Psalms 39:5 - John Trapp Complete Commentary

Bible Comments

Behold, thou hast made my days [as] an handbreadth; and mine age [is] as nothing before thee: verily every man at his best state [is] altogether vanity. Selah.

Ver. 5. Behold, thou hast made my days as an handbreadth] i.e. Four fingers broad (which is one of the least geometrical measures, or a spanlong), as some interpret it. Now, to spend the span of this transitory life after the ways of a man's own heart is to bereave himself of a room in that city of pearl, and to perish for ever. Or take it for a handbreadth; should a man, having his lands divided into four parts (answerable to those four fingers' breadth), leave three of them untilled? should he not make the best of that little time that he hath, that he be not taken with his task undone? Themistocles died about a hundred and seven years of age; and when he was to die he was grieved upon this ground: Now I am to die, saith he, when I begin to be wise. But stultus semper incipit vivere, saith Seneca; and such complaints are bootless. Oh live quickly, live apace, and learn of the devil at least to be most busy, as knowing that our time is short, Revelation 12:12. To complain of the miseries of life, and to wish for death, as David here seemeth to do (and as did Job, Job 3:19; Job 6:9; Job 7:15; and Moses, Numbers 11:11; Numbers 11:15; Elijah, 1 Kings 19:4; Jeremiah, Jeremiah 20:14; Jonah, Jon 4:3), is a sign of a prevailing temptation, and of a spirit fainting under it. We must fight against such impatience; and learn to do the like by life, as we do by a lease, wherein, if our time be short, we rip up the grounds, eat up the grass, cut down the underbrush, and take all the liberty the lease will afford.

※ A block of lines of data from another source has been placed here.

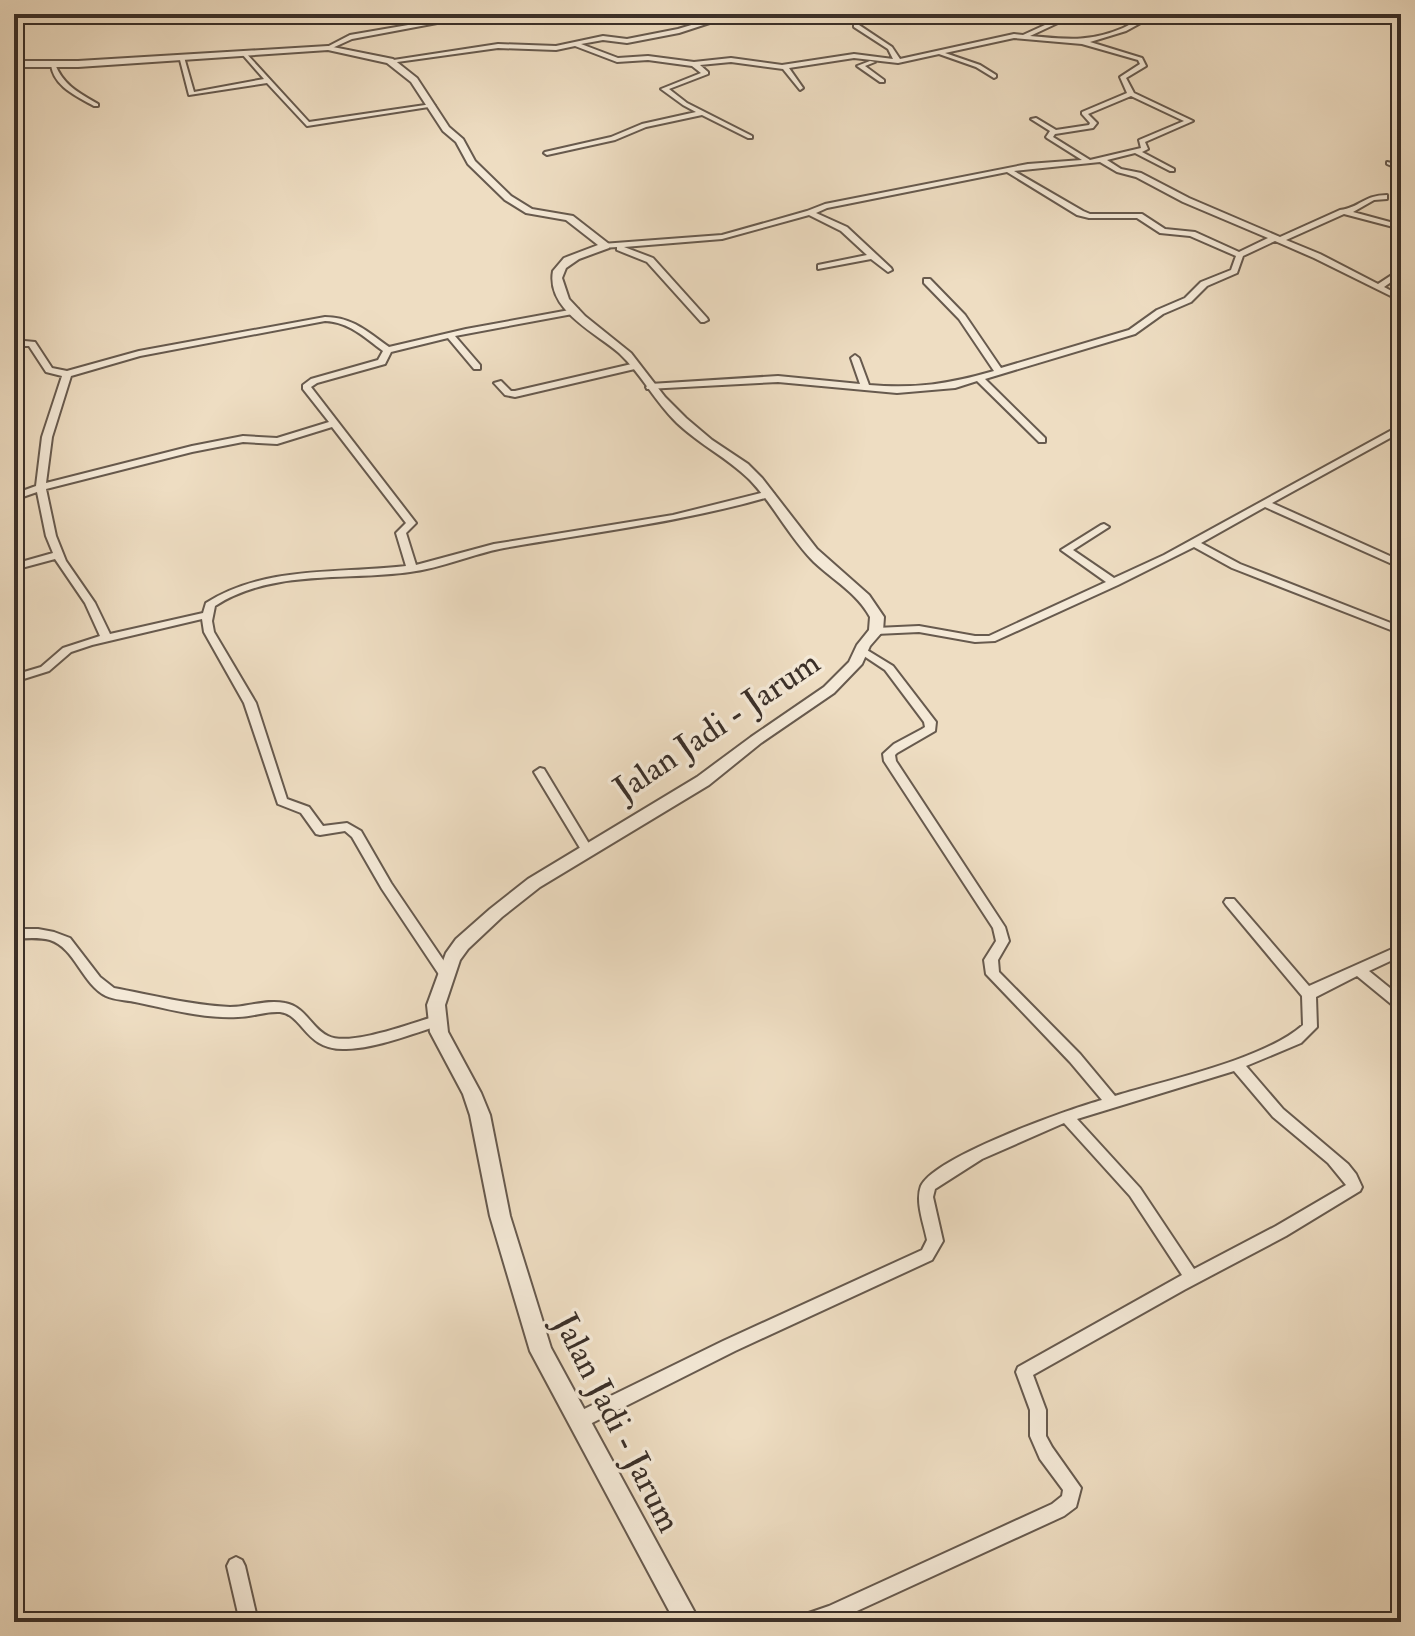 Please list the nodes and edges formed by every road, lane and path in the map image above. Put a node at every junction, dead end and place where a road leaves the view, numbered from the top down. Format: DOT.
graph roads {
  1 [pos="482,14"];
  2 [pos="734,14"];
  3 [pos="851,14"];
  4 [pos="1074,14"];
  5 [pos="1154,14"];
  6 [pos="1024,36"];
  7 [pos="622,41"];
  8 [pos="1083,42"];
  9 [pos="575,44"];
  10 [pos="328,48"];
  11 [pos="244,53"];
  12 [pos="941,54"];
  13 [pos="181,57"];
  14 [pos="656,58"];
  15 [pos="390,61"];
  16 [pos="876,61"];
  17 [pos="898,61"];
  18 [pos="14,64"];
  19 [pos="694,64"];
  20 [pos="53,65"];
  21 [pos="785,67"];
  22 [pos="994,76"];
  23 [pos="266,81"];
  24 [pos="882,81"];
  25 [pos="800,88"];
  26 [pos="1131,94"];
  27 [pos="96,105"];
  28 [pos="432,106"];
  29 [pos="703,113"];
  30 [pos="1034,119"];
  31 [pos="1054,132"];
  32 [pos="750,137"];
  33 [pos="1137,152"];
  34 [pos="547,153"];
  35 [pos="1102,160"];
  36 [pos="1089,162"];
  37 [pos="1389,163"];
  38 [pos="1401,168"];
  39 [pos="1008,170"];
  40 [pos="1172,170"];
  41 [pos="1384,197"];
  42 [pos="1348,212"];
  43 [pos="810,213"];
  44 [pos="1401,227"];
  45 [pos="1277,239"];
  46 [pos="607,246"];
  47 [pos="1239,255"];
  48 [pos="873,256"];
  49 [pos="821,267"];
  50 [pos="888,270"];
  51 [pos="1401,271"];
  52 [pos="927,281"];
  53 [pos="1378,287"];
  54 [pos="1401,299"];
  55 [pos="575,311"];
  56 [pos="704,320"];
  57 [pos="450,335"];
  58 [pos="14,343"];
  59 [pos="387,350"];
  60 [pos="855,358"];
  61 [pos="636,366"];
  62 [pos="477,367"];
  63 [pos="1000,373"];
  64 [pos="67,374"];
  65 [pos="979,378"];
  66 [pos="498,383"];
  67 [pos="650,387"];
  68 [pos="865,387"];
  69 [pos="333,424"];
  70 [pos="1401,428"];
  71 [pos="1042,440"];
  72 [pos="41,488"];
  73 [pos="769,494"];
  74 [pos="14,497"];
  75 [pos="1265,504"];
  76 [pos="1104,527"];
  77 [pos="1194,543"];
  78 [pos="58,555"];
  79 [pos="1401,565"];
  80 [pos="14,567"];
  81 [pos="412,569"];
  82 [pos="1114,583"];
  83 [pos="208,615"];
  84 [pos="876,631"];
  85 [pos="1401,631"];
  86 [pos="106,637"];
  87 [pos="862,650"];
  88 [pos="14,679"];
  89 [pos="540,772"];
  90 [pos="587,850"];
  91 [pos="1230,902"];
  92 [pos="14,934"];
  93 [pos="1401,950"];
  94 [pos="1359,970"];
  95 [pos="445,973"];
  96 [pos="1309,995"];
  97 [pos="1401,1004"];
  98 [pos="436,1021"];
  99 [pos="1237,1065"];
  100 [pos="1112,1102"];
  101 [pos="1066,1116"];
  102 [pos="1192,1278"];
  103 [pos="578,1421"];
  104 [pos="236,1566"];
  105 [pos="249,1622"];
  106 [pos="688,1622"];
  107 [pos="806,1622"];
  1 -- 10 [label="street"];
  2 -- 7 [label="street"];
  3 -- 17 [label="street"];
  4 -- 6 [label="street"];
  5 -- 8 [label="street"];
  6 -- 8 [label="street"];
  6 -- 12 [label="street"];
  7 -- 9 [label="street"];
  7 -- 14 [label="street"];
  8 -- 26 [label="street"];
  9 -- 14 [label="street"];
  9 -- 15 [label="street"];
  10 -- 11 [label="street"];
  10 -- 15 [label="street"];
  11 -- 13 [label="street"];
  11 -- 23 [label="street"];
  12 -- 17 [label="street"];
  12 -- 22 [label="street"];
  13 -- 20 [label="street"];
  13 -- 23 [label="street"];
  14 -- 19 [label="street"];
  15 -- 28 [label="street"];
  16 -- 17 [label="street"];
  16 -- 21 [label="street"];
  16 -- 24 [label="street"];
  18 -- 20 [label="street"];
  19 -- 21 [label="street"];
  19 -- 29 [label="street"];
  20 -- 27 [label="street"];
  21 -- 25 [label="street"];
  23 -- 28 [label="street"];
  26 -- 31 [label="street"];
  26 -- 33 [label="street"];
  28 -- 46 [label="street"];
  29 -- 32 [label="street"];
  29 -- 34 [label="street"];
  30 -- 31 [label="street"];
  31 -- 36 [label="street"];
  33 -- 35 [label="street"];
  33 -- 40 [label="street"];
  35 -- 36 [label="street"];
  35 -- 45 [label="street"];
  36 -- 39 [label="street"];
  37 -- 38 [label="street"];
  39 -- 43 [label="street"];
  39 -- 47 [label="street"];
  41 -- 42 [label="street"];
  42 -- 44 [label="street"];
  42 -- 45 [label="street"];
  43 -- 46 [label="street"];
  43 -- 48 [label="street"];
  45 -- 47 [label="street"];
  45 -- 53 [label="street"];
  46 -- 55 [label="street"];
  46 -- 56 [label="street"];
  47 -- 63 [label="street"];
  48 -- 49 [label="street"];
  48 -- 50 [label="street"];
  51 -- 53 [label="street"];
  52 -- 63 [label="street"];
  53 -- 54 [label="street"];
  55 -- 57 [label="street"];
  55 -- 61 [label="street"];
  57 -- 59 [label="street"];
  57 -- 62 [label="street"];
  58 -- 64 [label="street"];
  59 -- 64 [label="street"];
  59 -- 69 [label="street"];
  60 -- 68 [label="street"];
  61 -- 66 [label="street"];
  61 -- 67 [label="street"];
  63 -- 65 [label="street"];
  64 -- 72 [label="street"];
  65 -- 68 [label="street"];
  65 -- 71 [label="street"];
  67 -- 68 [label="street"];
  67 -- 73 [label="street"];
  69 -- 72 [label="street"];
  69 -- 81 [label="street"];
  70 -- 75 [label="street"];
  72 -- 74 [label="street"];
  72 -- 78 [label="street"];
  73 -- 81 [label="street"];
  73 -- 84 [label="street"];
  75 -- 77 [label="street"];
  75 -- 79 [label="street"];
  76 -- 82 [label="street"];
  77 -- 82 [label="street"];
  77 -- 85 [label="street"];
  78 -- 80 [label="street"];
  78 -- 86 [label="street"];
  81 -- 83 [label="street"];
  82 -- 84 [label="street"];
  83 -- 86 [label="street"];
  83 -- 95 [label="street"];
  84 -- 87 [label="street, Jalan Jadi - Jarum"];
  86 -- 88 [label="street"];
  87 -- 90 [label="street, Jalan Jadi - Jarum"];
  87 -- 100 [label="street"];
  89 -- 90 [label="street"];
  90 -- 95 [label="street, Jalan Jadi - Jarum"];
  91 -- 96 [label="street"];
  92 -- 98 [label="street"];
  93 -- 94 [label="street"];
  94 -- 96 [label="street"];
  94 -- 97 [label="street"];
  95 -- 98 [label="street, Jalan Jadi - Jarum"];
  96 -- 99 [label="street"];
  98 -- 103 [label="street, Jalan Jadi - Jarum"];
  99 -- 100 [label="street"];
  99 -- 102 [label="street"];
  100 -- 101 [label="street"];
  101 -- 102 [label="street"];
  101 -- 103 [label="street"];
  102 -- 107 [label="street"];
  103 -- 106 [label="street, Jalan Jadi - Jarum"];
  104 -- 105 [label="street"];
}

Mine age is as nothing] Heb. My world, that is, my time of abroad in the world, is but a magnum Nihil, as one saith of honour, Puncture est quod vivimus, et puncto minus; a mere salve vale, hello and goodbye a nonentity.

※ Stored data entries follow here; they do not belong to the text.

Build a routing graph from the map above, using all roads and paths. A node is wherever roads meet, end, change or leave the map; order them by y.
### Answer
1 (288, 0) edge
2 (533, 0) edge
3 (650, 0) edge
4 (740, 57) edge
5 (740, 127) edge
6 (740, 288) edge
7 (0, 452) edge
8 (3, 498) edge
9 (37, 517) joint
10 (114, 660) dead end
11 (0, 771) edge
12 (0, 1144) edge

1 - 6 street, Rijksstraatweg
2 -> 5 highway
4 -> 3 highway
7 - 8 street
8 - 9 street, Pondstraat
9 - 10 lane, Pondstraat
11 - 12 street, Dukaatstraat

Verily every man at his best state] When he is best constituted and underlaid, set to live, as one would think, firmus et fixus, settled on his best bottom, yet even then be is all over vanity. Profecto omnimoda vanltas omnis homo est quantumvis constitutus maxime (Tremel.). All Adam is all Abel, as the original runs elegantly, alluding to those two proper names, like as Psalms 144:3,4, Adam is Abel's mate, or man is like to a soon vanishing vapour; such as is the breath of one's mouth, see Jam 4:14 a feeble flash, a curious picture of nothing.

Psalms 39:5

5 Behold, thou hast made my days as an handbreadth; and mine age is as nothing before thee: verily every man at his best state is altogether vanity. Selah.